Pedagang Kaki Lima (PKL) di kawasan Sempur, Bogor, lagi-lagi menjamur padahal baru saja ditertibkan akhir 2025. Plang larangan berjualan masih berdiri kokoh, tapi banyak gerobak malah nongkrong tepat di bawahnya. Situasi ini bikin geleng-geleng kepala.
Para PKL ini mostly jualan minuman segar, cocok buat cuaca Bogor yang adem. Ada satu yang nekat berjualan makanan tepat di depan pintu masuk Lapangan Sempur.
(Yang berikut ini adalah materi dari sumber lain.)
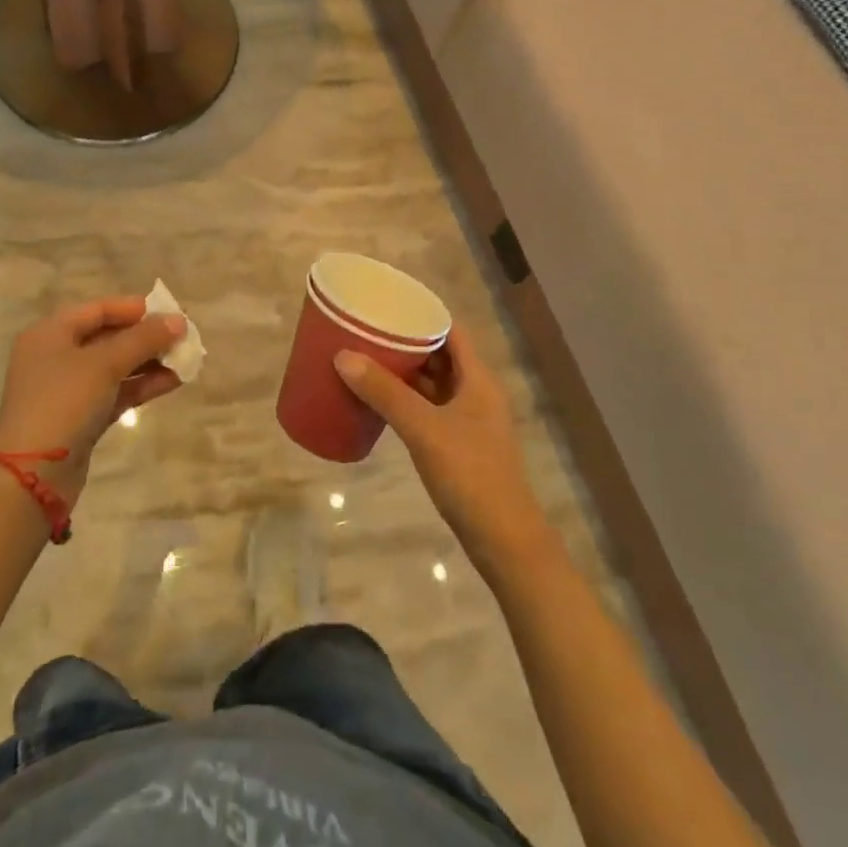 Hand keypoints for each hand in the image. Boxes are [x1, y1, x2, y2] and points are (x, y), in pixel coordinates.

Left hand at [0, 297, 186, 503]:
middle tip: (183, 337)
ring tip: (185, 360)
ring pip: (115, 366)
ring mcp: (68, 389)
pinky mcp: (81, 418)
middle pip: (108, 337)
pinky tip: (173, 382)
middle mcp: (56, 356)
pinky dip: (141, 386)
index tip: (170, 312)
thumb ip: (143, 339)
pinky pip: (116, 392)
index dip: (135, 308)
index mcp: (51, 333)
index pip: (98, 310)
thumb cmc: (63, 402)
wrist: (33, 475)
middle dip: (146, 337)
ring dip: (149, 362)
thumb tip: (178, 320)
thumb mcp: (104, 364)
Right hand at [334, 325, 546, 559]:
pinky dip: (407, 399)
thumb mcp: (423, 429)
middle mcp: (476, 392)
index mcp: (478, 379)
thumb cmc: (470, 474)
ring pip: (433, 382)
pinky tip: (380, 400)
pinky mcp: (459, 444)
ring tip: (366, 358)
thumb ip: (384, 393)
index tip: (386, 305)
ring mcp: (469, 420)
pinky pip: (429, 407)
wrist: (504, 541)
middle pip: (440, 354)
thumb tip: (343, 356)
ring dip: (405, 372)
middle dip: (406, 342)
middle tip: (367, 331)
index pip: (450, 329)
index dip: (421, 314) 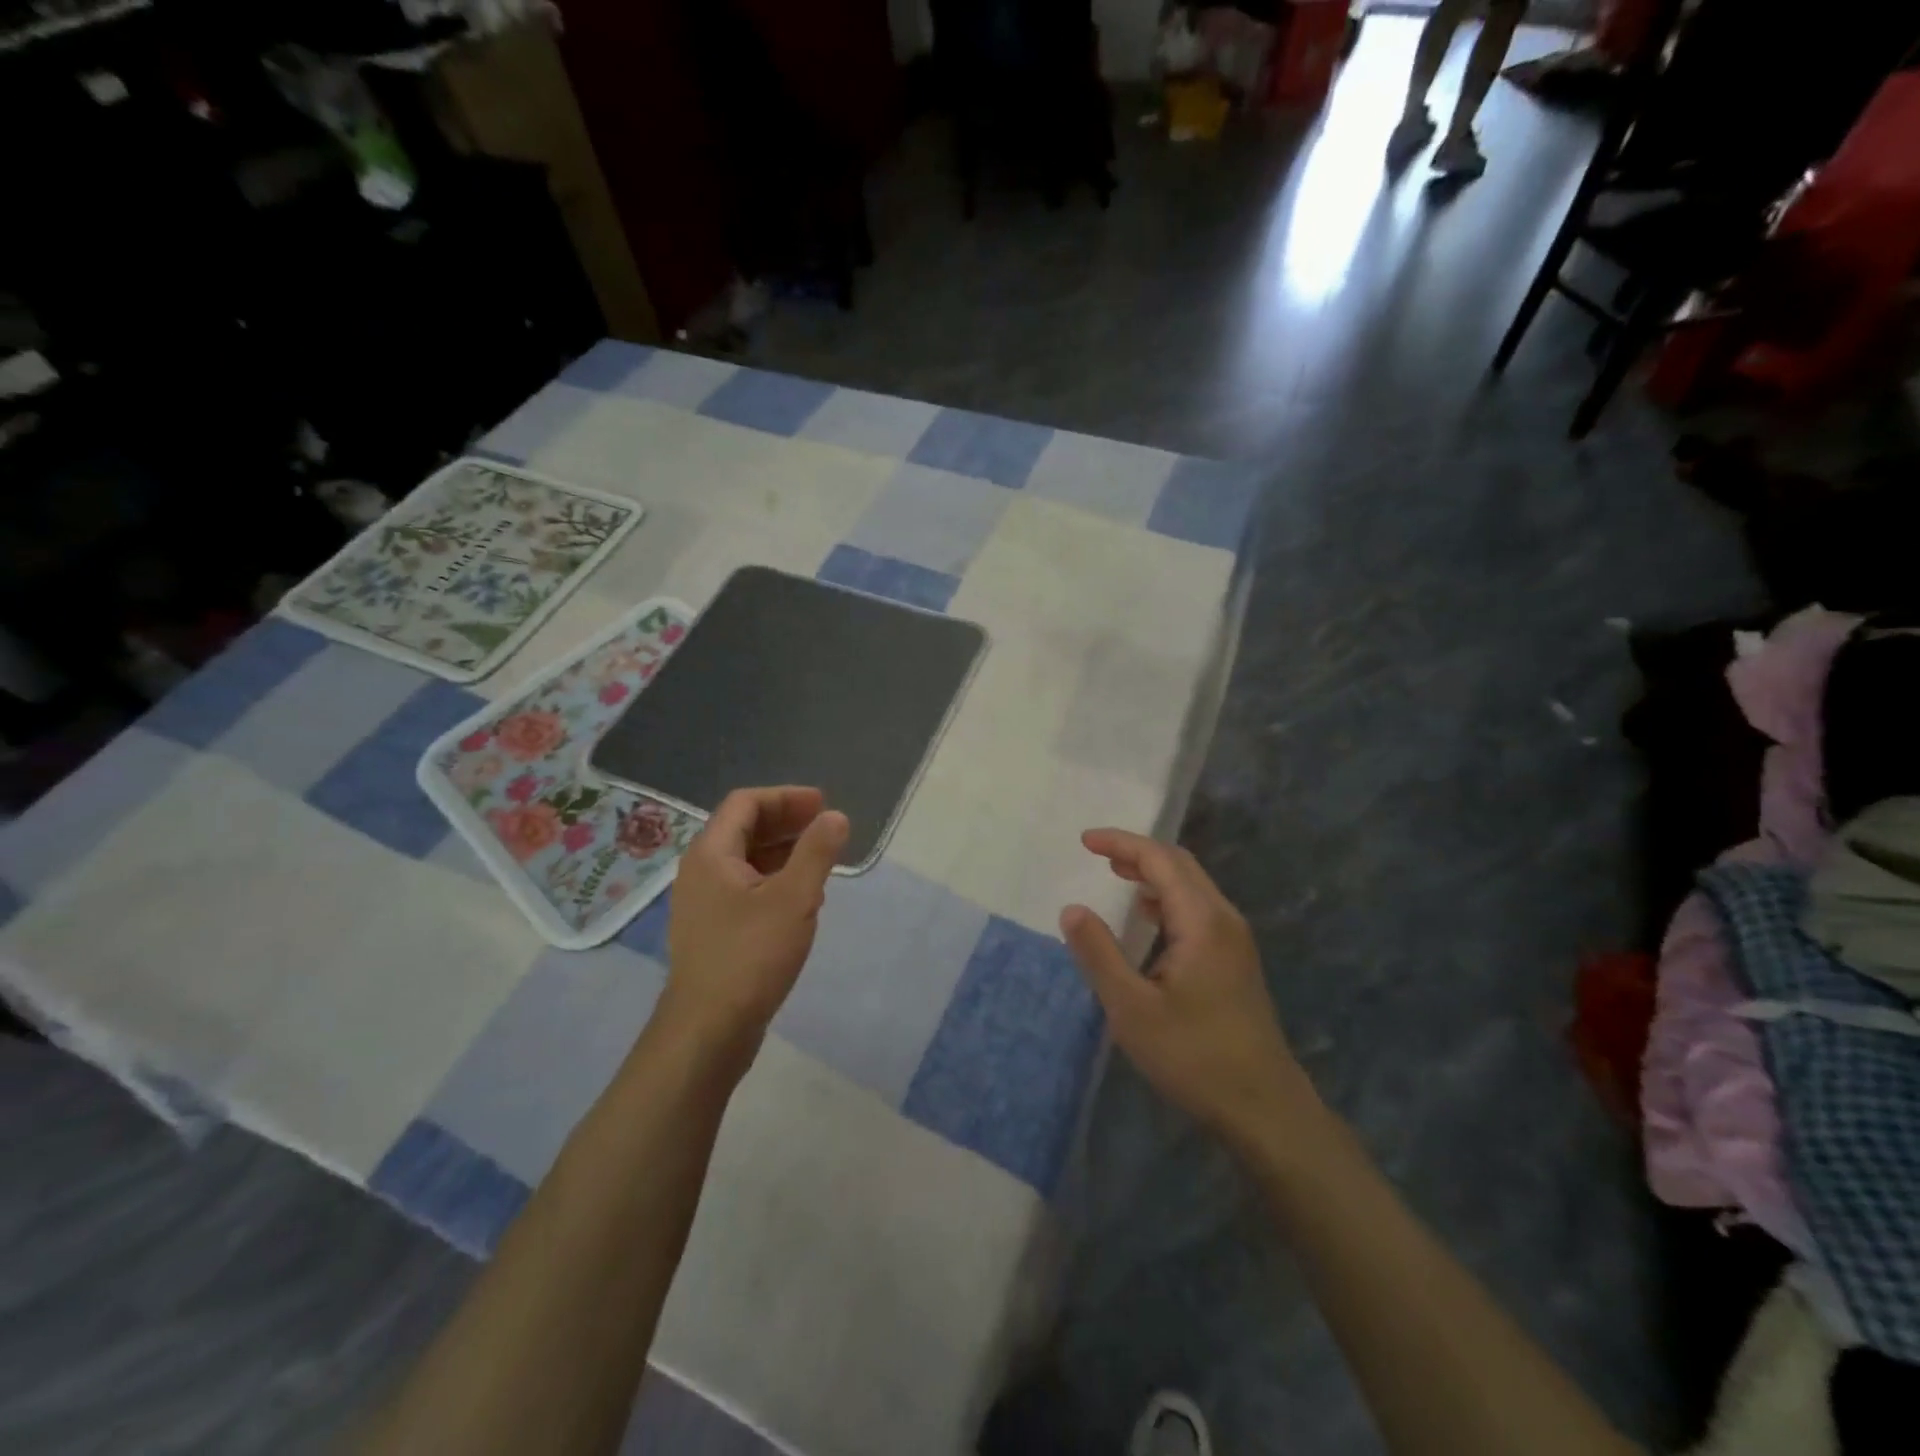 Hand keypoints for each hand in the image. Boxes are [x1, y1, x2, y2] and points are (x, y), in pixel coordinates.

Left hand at [659, 786, 848, 1068]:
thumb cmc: (750, 956)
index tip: (822, 805)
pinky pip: (744, 889)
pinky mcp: (712, 931)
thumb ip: (817, 852)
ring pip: (745, 861)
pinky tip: (801, 899)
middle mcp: (700, 872)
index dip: (786, 797)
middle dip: (786, 822)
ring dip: (783, 852)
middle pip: (743, 829)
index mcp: (711, 854)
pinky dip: (774, 881)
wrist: (708, 1031)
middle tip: (825, 827)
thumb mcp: (794, 899)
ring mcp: (703, 904)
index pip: (746, 804)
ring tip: (820, 860)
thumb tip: (835, 816)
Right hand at [1061, 829, 1318, 1148]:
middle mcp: (1224, 919)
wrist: (1264, 1107)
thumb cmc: (1193, 1056)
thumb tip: (1072, 909)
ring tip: (1118, 877)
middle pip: (1181, 865)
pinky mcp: (1237, 961)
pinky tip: (1150, 919)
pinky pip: (1199, 909)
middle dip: (1138, 852)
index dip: (1121, 843)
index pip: (1160, 860)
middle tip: (1098, 855)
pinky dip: (1169, 899)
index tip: (1084, 841)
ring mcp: (1236, 940)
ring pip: (1193, 886)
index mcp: (1202, 921)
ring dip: (1155, 874)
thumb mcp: (1131, 1008)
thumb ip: (1099, 953) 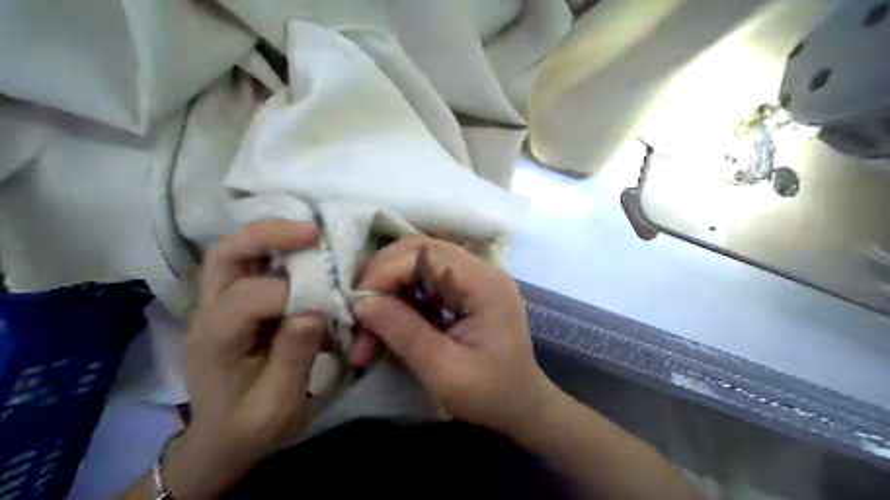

Mereka tetap santai dagang, seolah aturan cuma accessory doang.
Plt Kasatpol PP Akui Butuh Evaluasi Serius
Plt Kasatpol PP Kota Bogor, Pupung W Purnama, mengamini kondisi ini. “Siap info ini (PKL di Sempur) akan menjadi evaluasi kami,” kata Pupung pada Radar Bogor pada, Senin (5/1) siang.
Pupung janji bakal segera racik formula jitu. Fokus utama adalah pola patroli dan penugasan personel di lapangan. “Kami evaluasi pola patroli dan penugasan personel di lapangan, ini akan segera kami bahas,” terang Pupung saat dikonfirmasi lebih lanjut.
Belum ada bocoran detail rencana baru. Pupung bilang semua harus dibahas matang biar nggak repeat drama yang sama. “Iya kan ini mau dibahas dulu,” ujar Pupung menanggapi rencana dan pola patroli yang akan diterapkannya.
Penertiban Bukan Tanpa Alasan
Sebelumnya, penertiban PKL di Sempur dilakukan karena banyak keluhan warga. Mobilitas masyarakat sering terganggu gara-gara lapak liar. Pemkot Bogor berharap para pedagang pindah ke lokasi resmi yang sudah disediakan.
Tapi kenyataannya, daya tarik Sempur sebagai spot ramai ternyata masih terlalu lit buat dilewatkan. Persoalan klasik antara rezeki dan aturan kembali muncul ke permukaan.
Sempur bakal tetap jadi panggung tarik-ulur antara lapak liar dan plang larangan, sampai ada solusi yang benar-benar nggak cringe buat semua pihak.